▶ **Task item**: The lines wanted are those in the data below that include "Odins".

▼▼▼

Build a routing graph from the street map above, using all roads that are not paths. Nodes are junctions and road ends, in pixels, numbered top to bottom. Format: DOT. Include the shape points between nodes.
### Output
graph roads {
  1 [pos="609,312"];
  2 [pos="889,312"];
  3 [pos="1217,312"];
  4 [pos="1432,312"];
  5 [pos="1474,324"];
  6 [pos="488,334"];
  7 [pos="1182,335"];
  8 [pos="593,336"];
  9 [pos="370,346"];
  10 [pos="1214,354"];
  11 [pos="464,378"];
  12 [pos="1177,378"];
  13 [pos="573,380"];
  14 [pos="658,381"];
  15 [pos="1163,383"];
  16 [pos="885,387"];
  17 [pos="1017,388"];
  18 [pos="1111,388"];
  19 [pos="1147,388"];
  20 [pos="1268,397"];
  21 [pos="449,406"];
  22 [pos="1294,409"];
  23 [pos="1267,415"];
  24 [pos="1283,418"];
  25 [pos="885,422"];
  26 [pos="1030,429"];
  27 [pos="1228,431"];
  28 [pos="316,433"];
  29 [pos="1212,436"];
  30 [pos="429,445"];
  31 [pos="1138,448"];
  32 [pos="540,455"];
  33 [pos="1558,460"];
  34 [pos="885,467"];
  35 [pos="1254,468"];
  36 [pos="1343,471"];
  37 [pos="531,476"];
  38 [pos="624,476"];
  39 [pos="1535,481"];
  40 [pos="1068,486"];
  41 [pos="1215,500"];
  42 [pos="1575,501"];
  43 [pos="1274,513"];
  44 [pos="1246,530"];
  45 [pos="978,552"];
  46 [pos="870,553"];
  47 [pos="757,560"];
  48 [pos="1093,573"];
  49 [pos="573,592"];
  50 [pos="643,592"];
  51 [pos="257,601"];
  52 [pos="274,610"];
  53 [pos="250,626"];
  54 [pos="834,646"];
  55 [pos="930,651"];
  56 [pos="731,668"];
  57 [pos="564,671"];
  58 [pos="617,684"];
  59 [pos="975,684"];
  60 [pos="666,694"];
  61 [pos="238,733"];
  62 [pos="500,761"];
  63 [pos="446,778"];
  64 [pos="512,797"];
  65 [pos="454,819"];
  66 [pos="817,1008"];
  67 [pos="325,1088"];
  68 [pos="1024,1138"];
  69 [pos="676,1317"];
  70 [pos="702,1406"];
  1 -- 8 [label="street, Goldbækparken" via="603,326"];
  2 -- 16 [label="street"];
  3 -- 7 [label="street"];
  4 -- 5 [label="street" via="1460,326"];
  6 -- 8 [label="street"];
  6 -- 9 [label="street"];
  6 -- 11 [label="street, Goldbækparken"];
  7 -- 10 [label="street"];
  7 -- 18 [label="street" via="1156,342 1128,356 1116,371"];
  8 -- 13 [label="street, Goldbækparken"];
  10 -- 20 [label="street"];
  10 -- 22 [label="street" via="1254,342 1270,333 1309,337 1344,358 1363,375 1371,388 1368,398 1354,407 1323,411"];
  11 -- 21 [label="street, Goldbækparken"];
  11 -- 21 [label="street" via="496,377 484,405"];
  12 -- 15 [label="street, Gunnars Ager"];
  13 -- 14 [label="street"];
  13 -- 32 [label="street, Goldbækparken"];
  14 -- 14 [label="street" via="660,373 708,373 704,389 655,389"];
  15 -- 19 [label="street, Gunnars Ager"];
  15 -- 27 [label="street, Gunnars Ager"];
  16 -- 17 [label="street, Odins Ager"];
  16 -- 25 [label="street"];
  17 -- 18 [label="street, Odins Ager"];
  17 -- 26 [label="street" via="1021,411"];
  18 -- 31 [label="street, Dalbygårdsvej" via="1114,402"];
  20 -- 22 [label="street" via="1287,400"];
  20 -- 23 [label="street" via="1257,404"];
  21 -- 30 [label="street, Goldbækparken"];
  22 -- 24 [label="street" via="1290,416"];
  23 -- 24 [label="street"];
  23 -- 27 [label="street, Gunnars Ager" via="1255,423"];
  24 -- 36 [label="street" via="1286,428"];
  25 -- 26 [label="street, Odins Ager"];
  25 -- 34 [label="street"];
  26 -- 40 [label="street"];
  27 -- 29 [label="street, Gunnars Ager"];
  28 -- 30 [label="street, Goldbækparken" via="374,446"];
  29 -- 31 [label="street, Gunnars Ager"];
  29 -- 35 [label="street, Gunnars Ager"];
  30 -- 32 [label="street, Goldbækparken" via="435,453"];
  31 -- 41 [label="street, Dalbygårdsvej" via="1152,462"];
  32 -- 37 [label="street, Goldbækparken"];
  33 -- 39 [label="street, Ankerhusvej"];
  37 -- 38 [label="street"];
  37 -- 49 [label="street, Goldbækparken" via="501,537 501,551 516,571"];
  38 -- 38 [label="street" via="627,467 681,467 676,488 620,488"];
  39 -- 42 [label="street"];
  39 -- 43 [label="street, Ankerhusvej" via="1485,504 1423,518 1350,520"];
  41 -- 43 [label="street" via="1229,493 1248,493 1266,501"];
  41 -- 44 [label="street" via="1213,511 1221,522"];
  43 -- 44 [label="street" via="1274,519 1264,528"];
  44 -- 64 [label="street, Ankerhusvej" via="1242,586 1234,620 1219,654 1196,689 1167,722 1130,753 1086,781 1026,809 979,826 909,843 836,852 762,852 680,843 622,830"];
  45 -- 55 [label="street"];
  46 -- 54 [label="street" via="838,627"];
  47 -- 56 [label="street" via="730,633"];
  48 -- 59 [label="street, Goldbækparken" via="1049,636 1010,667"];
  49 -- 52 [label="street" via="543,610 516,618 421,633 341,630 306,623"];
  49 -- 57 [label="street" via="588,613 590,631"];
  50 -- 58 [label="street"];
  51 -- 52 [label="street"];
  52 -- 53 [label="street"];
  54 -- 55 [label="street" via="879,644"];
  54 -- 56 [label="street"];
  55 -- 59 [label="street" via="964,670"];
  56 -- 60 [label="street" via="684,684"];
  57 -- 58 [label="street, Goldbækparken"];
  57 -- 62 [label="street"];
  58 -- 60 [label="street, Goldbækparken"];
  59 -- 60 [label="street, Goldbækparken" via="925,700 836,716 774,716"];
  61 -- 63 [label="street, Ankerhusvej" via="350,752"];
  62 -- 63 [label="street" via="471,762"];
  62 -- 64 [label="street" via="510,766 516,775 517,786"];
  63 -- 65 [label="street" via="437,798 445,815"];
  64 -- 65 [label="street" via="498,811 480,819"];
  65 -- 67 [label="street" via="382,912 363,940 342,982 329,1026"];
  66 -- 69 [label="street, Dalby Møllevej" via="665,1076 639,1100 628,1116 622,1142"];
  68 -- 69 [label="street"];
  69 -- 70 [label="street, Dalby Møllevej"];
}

▲▲▲

▶ **Reply**:
  16 -- 17 [label="street, Odins Ager"];
  17 -- 18 [label="street, Odins Ager"];
  25 -- 26 [label="street, Odins Ager"];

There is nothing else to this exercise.